Your goal ->
All of the lines below need to be copied exactly, apart from the pictures.

[Skeletal landmark data]
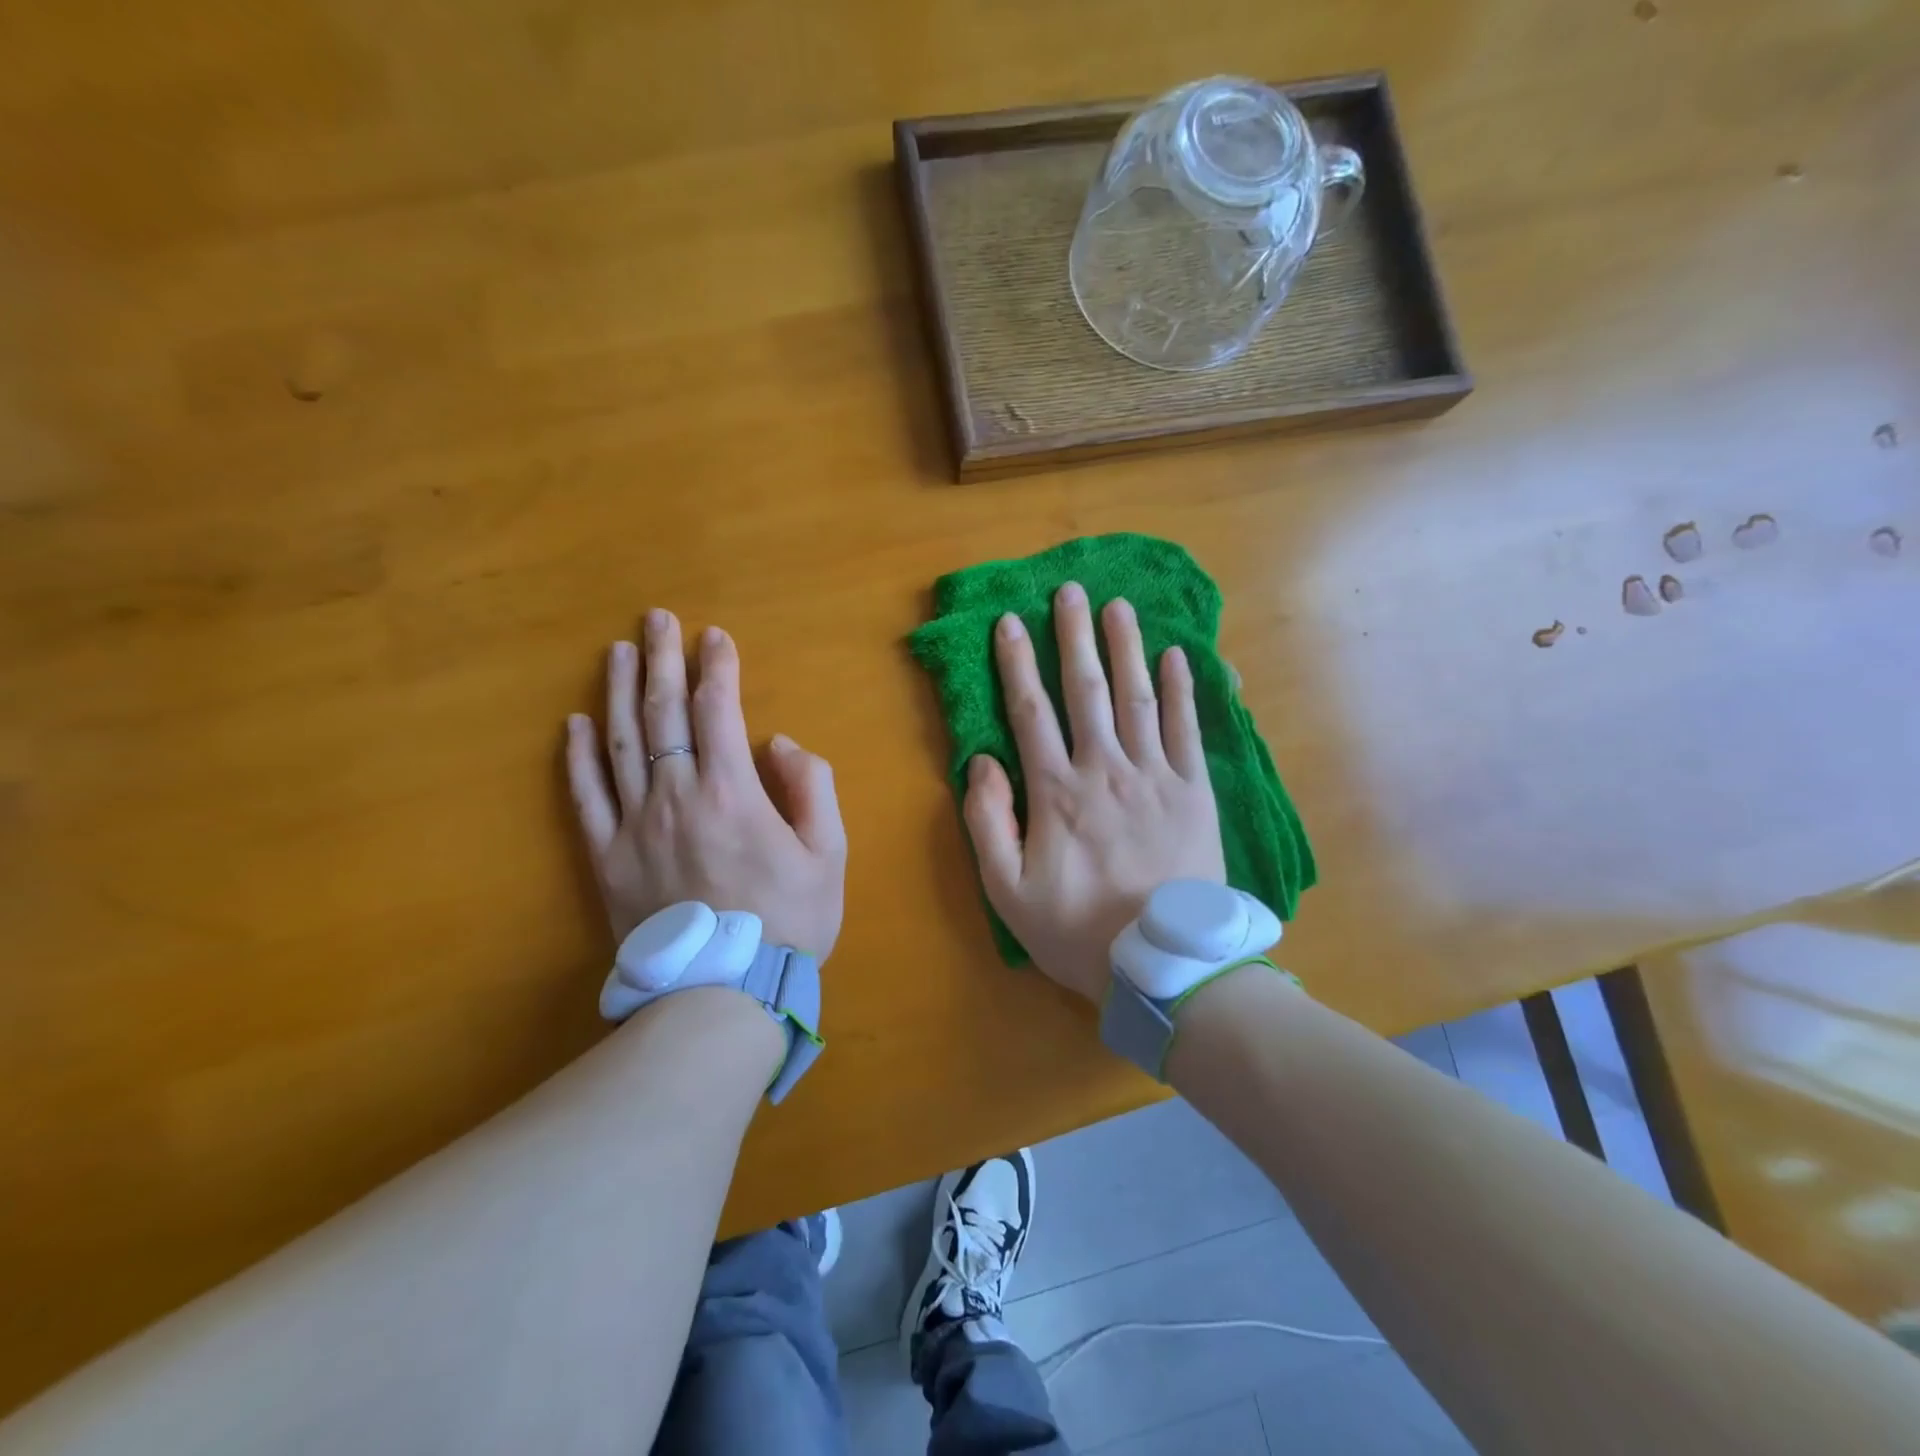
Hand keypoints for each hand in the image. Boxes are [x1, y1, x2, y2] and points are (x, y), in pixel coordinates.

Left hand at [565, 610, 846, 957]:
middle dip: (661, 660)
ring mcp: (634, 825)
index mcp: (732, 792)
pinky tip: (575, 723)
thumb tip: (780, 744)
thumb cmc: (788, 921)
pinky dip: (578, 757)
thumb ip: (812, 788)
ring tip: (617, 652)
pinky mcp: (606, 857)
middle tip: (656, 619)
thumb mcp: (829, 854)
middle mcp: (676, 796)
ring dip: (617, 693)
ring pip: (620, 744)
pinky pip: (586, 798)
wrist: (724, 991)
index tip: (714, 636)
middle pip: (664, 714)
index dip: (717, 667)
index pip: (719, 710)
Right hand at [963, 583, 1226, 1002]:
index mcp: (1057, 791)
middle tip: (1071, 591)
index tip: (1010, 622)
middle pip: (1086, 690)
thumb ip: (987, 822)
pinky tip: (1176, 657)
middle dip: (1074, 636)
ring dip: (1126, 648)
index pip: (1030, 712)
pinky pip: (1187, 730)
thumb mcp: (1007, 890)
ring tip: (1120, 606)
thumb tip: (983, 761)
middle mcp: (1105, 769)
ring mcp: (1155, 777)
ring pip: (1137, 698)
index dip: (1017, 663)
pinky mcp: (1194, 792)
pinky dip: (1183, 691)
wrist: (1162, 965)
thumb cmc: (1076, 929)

Exercise output ->
Hand keypoints for each hand in the image. Boxes are [x1, y1, x2, y2] and points are (x, y), in pixel coordinates.

Left hand at [565, 610, 846, 957]:
middle dip: (661, 660)
ring mcp: (634, 825)
index mcp: (732, 792)
pinky tip: (575, 723)
thumb tip: (780, 744)
thumb cmc: (788, 921)
pinky dip: (578, 757)
thumb ip: (812, 788)
ring tip: (617, 652)
pinky mcp: (606, 857)
middle tip: (656, 619)
thumb mcp: (829, 854)
middle mcp: (676, 796)
ring dip: (617, 693)
ring pip: (620, 744)
pinky pip: (586, 798)
wrist: (724, 991)
index tip: (714, 636)
middle pip: (664, 714)
index dip: (717, 667)
index pip: (719, 710)
Right hand at [963, 583, 1226, 1002]:
index mcp: (1057, 791)
middle tip: (1071, 591)
index tip: (1010, 622)
middle pip: (1086, 690)
thumb ip: (987, 822)
pinky tip: (1176, 657)
middle dip: (1074, 636)
ring dip: (1126, 648)
index pip: (1030, 712)
pinky pip: (1187, 730)
thumb mcp: (1007, 890)
ring tip: (1120, 606)
thumb tip: (983, 761)
middle mcp: (1105, 769)
ring mcp: (1155, 777)
ring pip: (1137, 698)
index dip: (1017, 663)
pinky mcp: (1194, 792)
pinky dip: (1183, 691)
wrist: (1162, 965)
thumb cmc: (1076, 929)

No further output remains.